EXERCISE INPUT –
____

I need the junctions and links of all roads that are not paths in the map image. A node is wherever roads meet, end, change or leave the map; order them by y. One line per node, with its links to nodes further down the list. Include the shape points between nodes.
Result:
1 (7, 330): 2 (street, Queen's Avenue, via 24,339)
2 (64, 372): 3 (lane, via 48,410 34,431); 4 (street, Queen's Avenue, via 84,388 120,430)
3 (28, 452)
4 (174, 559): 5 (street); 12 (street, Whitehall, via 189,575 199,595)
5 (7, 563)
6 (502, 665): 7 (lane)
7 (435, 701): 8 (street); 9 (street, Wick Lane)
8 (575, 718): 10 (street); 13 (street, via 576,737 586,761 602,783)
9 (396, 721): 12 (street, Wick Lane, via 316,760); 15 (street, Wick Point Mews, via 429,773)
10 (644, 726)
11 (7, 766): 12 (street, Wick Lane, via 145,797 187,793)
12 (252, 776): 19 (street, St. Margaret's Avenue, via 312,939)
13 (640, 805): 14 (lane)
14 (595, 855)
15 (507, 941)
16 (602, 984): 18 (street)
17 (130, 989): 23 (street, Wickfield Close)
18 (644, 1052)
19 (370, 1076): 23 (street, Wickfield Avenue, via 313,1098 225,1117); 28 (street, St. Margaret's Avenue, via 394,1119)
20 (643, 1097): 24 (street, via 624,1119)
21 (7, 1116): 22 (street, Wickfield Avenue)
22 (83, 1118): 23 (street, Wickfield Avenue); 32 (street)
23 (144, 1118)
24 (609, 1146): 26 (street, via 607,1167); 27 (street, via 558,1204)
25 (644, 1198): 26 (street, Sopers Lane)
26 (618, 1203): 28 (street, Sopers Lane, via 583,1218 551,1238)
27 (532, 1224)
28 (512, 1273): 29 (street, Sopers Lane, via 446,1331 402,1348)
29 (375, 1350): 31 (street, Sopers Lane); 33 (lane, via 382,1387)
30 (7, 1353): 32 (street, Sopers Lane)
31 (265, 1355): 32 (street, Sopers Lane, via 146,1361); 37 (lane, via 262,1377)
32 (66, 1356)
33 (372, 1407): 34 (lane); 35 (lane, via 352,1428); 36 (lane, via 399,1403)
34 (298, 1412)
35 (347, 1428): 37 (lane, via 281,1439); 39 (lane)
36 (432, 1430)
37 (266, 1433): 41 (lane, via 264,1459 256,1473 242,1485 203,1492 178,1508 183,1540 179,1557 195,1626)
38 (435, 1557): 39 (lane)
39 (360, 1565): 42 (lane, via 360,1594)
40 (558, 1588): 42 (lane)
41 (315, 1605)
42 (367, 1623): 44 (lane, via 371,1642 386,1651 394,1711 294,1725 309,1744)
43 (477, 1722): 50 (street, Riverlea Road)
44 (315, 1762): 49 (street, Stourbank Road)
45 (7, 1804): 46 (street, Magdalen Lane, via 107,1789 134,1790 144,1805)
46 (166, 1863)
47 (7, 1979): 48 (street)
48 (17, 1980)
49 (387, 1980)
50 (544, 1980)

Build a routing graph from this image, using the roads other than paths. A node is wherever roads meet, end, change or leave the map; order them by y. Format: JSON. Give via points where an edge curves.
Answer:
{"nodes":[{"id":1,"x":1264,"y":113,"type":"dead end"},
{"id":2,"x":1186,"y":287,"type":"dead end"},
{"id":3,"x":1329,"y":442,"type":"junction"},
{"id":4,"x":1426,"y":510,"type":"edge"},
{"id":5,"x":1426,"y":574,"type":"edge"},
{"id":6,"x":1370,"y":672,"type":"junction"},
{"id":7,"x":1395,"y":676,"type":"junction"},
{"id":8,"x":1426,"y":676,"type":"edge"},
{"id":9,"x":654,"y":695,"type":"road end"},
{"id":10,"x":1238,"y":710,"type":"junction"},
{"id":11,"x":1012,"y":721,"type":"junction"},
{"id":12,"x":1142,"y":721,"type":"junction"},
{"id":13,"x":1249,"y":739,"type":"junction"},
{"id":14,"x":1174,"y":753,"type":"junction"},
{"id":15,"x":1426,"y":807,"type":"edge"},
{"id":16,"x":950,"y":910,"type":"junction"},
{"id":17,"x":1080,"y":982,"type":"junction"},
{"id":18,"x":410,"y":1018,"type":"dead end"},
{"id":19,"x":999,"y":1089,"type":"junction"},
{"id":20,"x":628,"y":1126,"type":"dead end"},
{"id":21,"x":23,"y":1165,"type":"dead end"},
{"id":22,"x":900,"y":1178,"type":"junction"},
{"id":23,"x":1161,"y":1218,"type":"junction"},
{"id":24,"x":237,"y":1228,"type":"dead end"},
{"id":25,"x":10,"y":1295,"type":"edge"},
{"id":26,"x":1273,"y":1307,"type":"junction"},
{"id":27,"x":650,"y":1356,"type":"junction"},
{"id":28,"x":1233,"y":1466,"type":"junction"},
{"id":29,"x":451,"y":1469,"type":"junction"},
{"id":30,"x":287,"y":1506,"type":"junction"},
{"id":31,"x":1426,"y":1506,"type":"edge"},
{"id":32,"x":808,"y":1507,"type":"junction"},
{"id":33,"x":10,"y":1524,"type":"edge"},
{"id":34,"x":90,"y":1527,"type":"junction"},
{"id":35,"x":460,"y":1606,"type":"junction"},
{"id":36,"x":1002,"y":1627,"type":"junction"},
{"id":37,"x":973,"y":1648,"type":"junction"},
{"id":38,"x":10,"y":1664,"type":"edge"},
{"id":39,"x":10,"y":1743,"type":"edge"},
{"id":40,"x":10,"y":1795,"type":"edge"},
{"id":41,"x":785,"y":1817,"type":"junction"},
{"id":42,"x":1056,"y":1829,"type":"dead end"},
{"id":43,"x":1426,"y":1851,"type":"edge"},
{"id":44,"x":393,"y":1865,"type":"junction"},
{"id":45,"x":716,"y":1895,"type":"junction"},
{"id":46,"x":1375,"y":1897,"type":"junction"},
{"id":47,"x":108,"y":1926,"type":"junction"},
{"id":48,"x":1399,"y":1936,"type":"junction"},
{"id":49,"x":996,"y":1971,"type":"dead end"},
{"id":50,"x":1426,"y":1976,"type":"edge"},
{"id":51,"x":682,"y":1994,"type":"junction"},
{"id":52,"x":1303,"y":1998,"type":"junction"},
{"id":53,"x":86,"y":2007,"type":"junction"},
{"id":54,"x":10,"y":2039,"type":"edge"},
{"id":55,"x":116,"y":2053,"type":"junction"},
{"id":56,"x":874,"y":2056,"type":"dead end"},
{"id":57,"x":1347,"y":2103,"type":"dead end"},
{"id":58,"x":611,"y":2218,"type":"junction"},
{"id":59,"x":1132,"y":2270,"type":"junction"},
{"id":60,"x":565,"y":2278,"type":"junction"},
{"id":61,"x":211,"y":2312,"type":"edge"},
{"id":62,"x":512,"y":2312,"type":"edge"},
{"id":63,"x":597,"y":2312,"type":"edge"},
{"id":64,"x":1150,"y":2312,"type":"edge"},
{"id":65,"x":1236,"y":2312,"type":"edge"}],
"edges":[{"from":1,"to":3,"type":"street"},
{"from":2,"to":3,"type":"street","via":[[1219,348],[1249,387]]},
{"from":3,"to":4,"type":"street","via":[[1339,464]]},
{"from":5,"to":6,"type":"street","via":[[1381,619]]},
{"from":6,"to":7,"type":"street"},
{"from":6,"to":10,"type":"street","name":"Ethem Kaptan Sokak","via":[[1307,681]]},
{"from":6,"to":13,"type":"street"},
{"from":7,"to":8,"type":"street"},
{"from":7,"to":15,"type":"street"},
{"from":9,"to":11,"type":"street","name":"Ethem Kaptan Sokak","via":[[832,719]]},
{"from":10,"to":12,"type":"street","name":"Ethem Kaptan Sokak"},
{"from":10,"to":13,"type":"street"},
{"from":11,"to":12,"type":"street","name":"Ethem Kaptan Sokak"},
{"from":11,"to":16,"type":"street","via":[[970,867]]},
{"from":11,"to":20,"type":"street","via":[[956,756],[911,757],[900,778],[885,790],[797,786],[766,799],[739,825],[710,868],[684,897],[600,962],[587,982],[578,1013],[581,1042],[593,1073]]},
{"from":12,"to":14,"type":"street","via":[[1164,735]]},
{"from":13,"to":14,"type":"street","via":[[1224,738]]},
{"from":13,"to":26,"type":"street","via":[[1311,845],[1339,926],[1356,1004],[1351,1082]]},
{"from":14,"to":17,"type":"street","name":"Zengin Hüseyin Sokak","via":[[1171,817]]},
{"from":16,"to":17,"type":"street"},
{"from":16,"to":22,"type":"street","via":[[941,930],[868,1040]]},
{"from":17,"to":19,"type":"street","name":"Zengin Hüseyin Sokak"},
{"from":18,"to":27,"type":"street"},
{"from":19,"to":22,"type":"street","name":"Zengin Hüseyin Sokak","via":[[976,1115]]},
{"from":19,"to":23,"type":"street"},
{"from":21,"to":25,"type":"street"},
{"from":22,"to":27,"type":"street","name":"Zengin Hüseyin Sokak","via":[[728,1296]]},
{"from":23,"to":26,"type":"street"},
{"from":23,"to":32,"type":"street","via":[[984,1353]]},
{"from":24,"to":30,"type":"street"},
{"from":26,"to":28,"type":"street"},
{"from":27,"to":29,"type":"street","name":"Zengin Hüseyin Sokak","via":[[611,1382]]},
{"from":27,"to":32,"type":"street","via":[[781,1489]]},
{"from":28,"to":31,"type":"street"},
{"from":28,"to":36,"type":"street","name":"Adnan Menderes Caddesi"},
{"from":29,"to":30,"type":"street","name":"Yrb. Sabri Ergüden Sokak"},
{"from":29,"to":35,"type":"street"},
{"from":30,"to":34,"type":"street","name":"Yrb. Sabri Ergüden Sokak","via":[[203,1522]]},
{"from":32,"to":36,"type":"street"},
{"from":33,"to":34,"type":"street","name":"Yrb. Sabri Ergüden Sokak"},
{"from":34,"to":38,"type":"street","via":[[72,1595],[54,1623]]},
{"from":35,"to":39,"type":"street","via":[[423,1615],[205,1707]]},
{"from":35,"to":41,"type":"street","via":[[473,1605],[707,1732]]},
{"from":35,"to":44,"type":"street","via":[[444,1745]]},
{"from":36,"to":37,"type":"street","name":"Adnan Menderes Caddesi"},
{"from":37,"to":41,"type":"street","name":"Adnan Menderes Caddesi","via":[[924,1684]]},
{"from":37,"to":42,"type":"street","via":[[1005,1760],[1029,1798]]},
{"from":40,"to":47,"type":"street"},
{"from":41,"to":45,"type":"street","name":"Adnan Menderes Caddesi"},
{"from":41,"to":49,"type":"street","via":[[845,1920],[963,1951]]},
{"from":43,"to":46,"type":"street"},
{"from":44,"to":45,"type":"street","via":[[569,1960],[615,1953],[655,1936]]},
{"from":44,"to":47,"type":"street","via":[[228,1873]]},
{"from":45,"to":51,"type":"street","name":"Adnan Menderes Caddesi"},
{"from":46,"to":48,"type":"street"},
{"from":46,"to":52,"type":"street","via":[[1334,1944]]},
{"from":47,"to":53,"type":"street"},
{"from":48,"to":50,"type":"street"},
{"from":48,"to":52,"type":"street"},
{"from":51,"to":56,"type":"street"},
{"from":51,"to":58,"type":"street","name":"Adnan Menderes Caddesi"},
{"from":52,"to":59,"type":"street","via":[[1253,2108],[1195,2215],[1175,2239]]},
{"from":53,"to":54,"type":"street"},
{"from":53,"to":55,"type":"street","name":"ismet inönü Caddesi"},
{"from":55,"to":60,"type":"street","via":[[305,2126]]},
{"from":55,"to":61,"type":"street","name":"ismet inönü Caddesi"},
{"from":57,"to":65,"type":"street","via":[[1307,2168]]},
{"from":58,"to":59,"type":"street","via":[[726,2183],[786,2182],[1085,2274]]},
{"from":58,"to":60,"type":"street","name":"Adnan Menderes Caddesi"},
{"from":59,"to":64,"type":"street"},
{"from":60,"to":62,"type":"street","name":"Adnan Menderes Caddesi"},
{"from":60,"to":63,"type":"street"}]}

____

ACTIVITY – Return each line of the listing that holds the word "Zengin".

ANSWER TO THIS TASK –
{"from":14,"to":17,"type":"street","name":"Zengin Hüseyin Sokak","via":[[1171,817]]},
{"from":17,"to":19,"type":"street","name":"Zengin Hüseyin Sokak"},
{"from":19,"to":22,"type":"street","name":"Zengin Hüseyin Sokak","via":[[976,1115]]},
{"from":22,"to":27,"type":"street","name":"Zengin Hüseyin Sokak","via":[[728,1296]]},
{"from":27,"to":29,"type":"street","name":"Zengin Hüseyin Sokak","via":[[611,1382]]},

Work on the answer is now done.